TASK INSTRUCTIONS: Look through the material below, count the lines containing the word "Build", and state only the count.

MATERIAL TO PROCESS:
§ §

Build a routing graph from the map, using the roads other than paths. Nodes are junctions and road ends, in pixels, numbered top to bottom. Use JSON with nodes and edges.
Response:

§ §

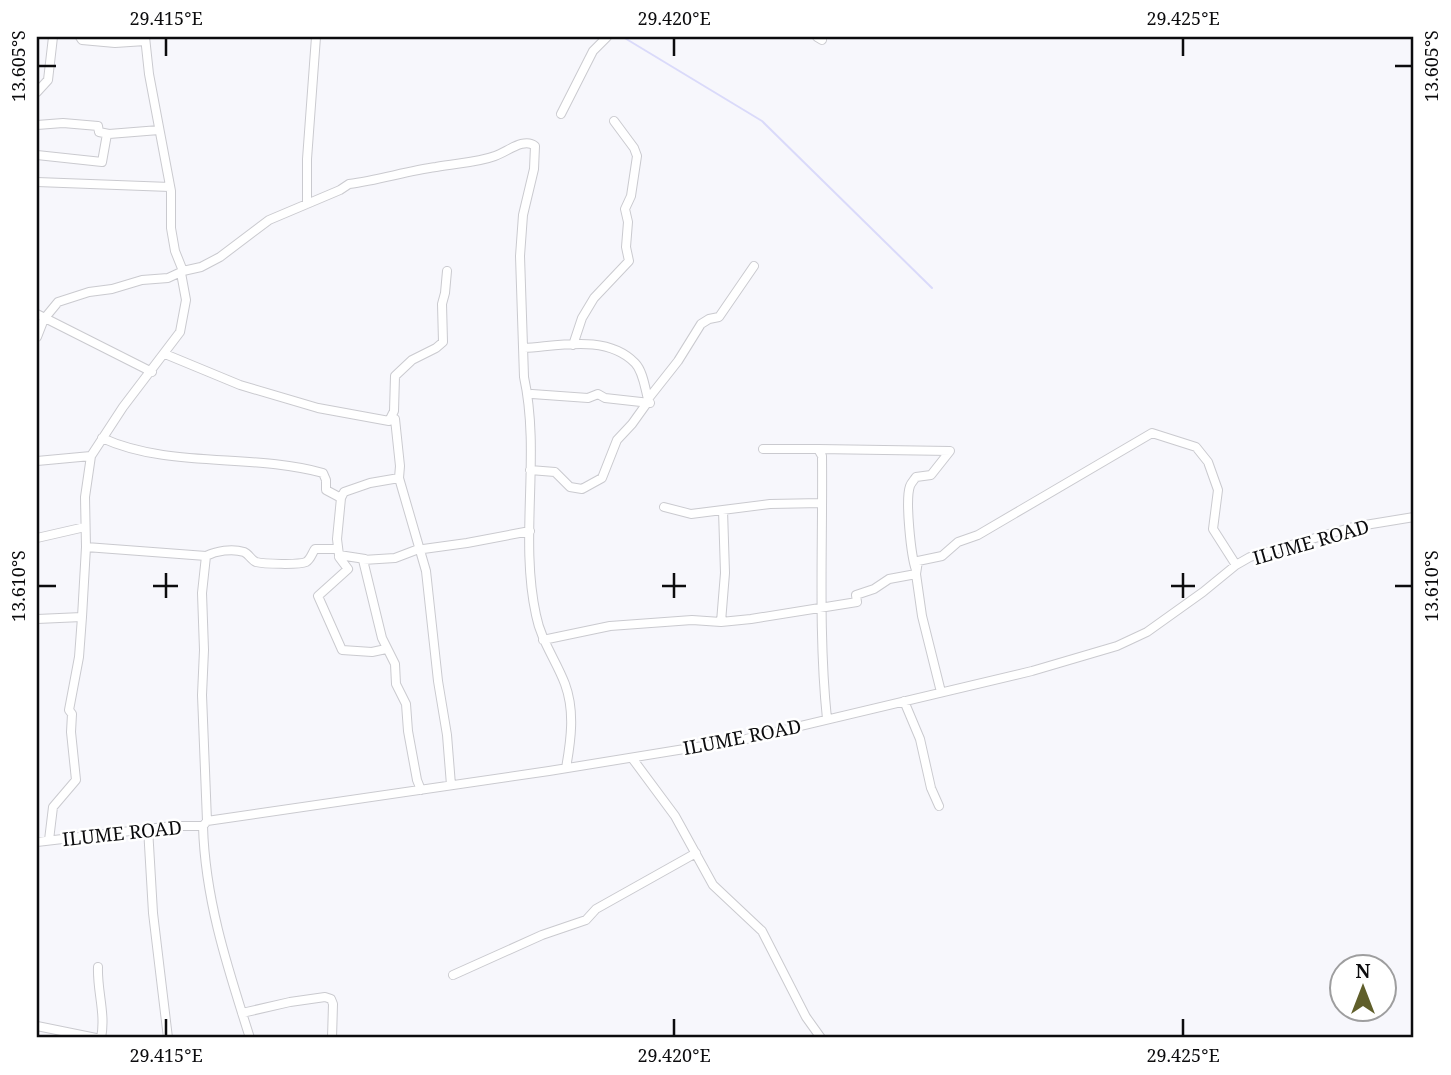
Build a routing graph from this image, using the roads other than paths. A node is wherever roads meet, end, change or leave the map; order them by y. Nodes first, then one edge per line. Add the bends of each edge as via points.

§ §

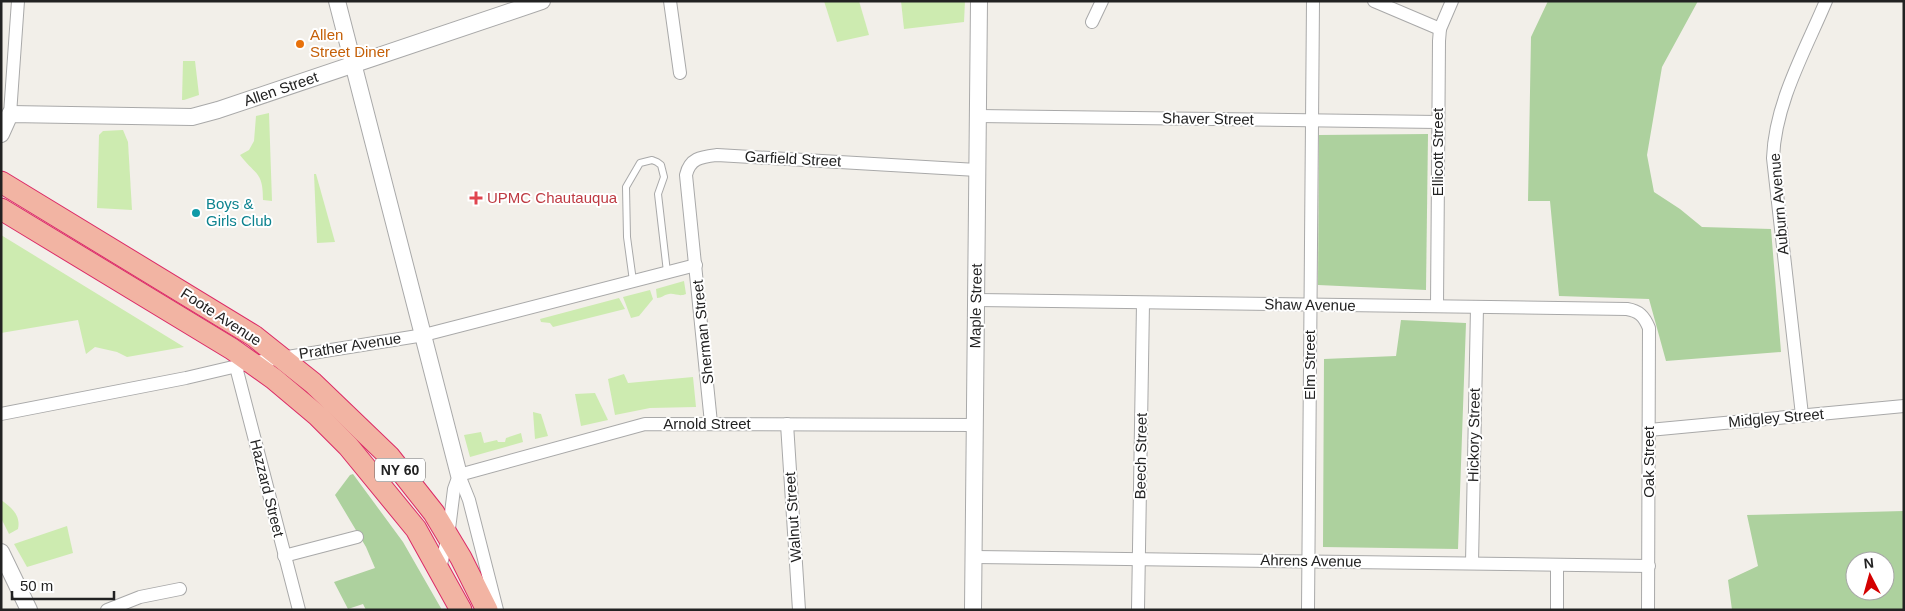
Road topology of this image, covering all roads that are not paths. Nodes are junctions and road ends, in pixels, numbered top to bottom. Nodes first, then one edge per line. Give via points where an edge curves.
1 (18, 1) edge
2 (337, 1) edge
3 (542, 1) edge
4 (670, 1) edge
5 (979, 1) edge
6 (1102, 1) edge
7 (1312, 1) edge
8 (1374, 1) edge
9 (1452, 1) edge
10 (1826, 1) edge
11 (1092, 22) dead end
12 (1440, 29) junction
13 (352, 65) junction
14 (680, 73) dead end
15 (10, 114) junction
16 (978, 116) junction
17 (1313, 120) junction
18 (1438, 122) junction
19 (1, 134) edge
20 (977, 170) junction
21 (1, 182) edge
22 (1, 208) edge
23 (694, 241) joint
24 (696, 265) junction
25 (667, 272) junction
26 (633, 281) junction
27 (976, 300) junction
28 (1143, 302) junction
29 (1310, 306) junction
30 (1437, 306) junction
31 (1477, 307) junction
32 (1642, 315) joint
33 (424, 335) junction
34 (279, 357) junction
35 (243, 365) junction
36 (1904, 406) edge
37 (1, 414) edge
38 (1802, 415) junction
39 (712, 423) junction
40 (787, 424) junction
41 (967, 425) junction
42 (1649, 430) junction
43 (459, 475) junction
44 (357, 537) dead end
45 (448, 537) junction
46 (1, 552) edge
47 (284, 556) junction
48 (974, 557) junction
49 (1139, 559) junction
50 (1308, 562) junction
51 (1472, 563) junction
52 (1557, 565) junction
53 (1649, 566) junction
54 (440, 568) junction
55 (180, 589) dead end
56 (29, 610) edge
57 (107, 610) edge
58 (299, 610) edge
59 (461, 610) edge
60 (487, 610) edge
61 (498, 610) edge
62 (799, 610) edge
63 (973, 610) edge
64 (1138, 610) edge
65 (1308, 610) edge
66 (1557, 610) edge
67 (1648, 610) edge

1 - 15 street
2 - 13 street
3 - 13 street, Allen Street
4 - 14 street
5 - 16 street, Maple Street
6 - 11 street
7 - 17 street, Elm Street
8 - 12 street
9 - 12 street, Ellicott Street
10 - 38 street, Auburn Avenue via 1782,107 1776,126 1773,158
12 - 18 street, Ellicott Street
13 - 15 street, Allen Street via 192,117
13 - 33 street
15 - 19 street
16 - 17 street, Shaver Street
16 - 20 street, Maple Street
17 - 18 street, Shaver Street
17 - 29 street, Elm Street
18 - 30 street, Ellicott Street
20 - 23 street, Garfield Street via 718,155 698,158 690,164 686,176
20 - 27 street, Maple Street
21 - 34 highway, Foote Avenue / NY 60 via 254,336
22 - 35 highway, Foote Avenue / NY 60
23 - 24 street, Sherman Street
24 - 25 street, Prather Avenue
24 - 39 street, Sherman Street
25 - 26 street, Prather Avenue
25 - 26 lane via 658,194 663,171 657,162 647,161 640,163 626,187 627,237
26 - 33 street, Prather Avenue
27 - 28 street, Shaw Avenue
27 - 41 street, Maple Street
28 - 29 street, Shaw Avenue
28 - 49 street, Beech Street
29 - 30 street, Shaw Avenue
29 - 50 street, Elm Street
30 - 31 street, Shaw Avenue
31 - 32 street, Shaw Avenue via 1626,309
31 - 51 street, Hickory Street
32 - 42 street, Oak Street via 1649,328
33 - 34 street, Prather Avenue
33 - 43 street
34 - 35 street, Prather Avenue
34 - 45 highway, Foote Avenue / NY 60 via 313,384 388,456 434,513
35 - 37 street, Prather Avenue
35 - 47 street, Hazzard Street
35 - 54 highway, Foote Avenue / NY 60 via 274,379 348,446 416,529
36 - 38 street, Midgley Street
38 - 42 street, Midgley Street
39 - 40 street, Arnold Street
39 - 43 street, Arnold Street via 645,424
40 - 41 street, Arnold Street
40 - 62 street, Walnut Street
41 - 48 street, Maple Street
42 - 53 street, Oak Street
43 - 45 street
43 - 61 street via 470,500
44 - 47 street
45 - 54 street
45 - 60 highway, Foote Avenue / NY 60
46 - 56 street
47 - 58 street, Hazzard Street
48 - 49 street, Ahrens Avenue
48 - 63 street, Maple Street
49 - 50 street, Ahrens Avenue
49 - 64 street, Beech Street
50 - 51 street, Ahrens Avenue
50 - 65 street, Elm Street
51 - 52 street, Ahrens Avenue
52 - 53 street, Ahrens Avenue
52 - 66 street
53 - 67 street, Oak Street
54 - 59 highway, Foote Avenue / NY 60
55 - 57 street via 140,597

§ §

YOUR RESPONSE: 2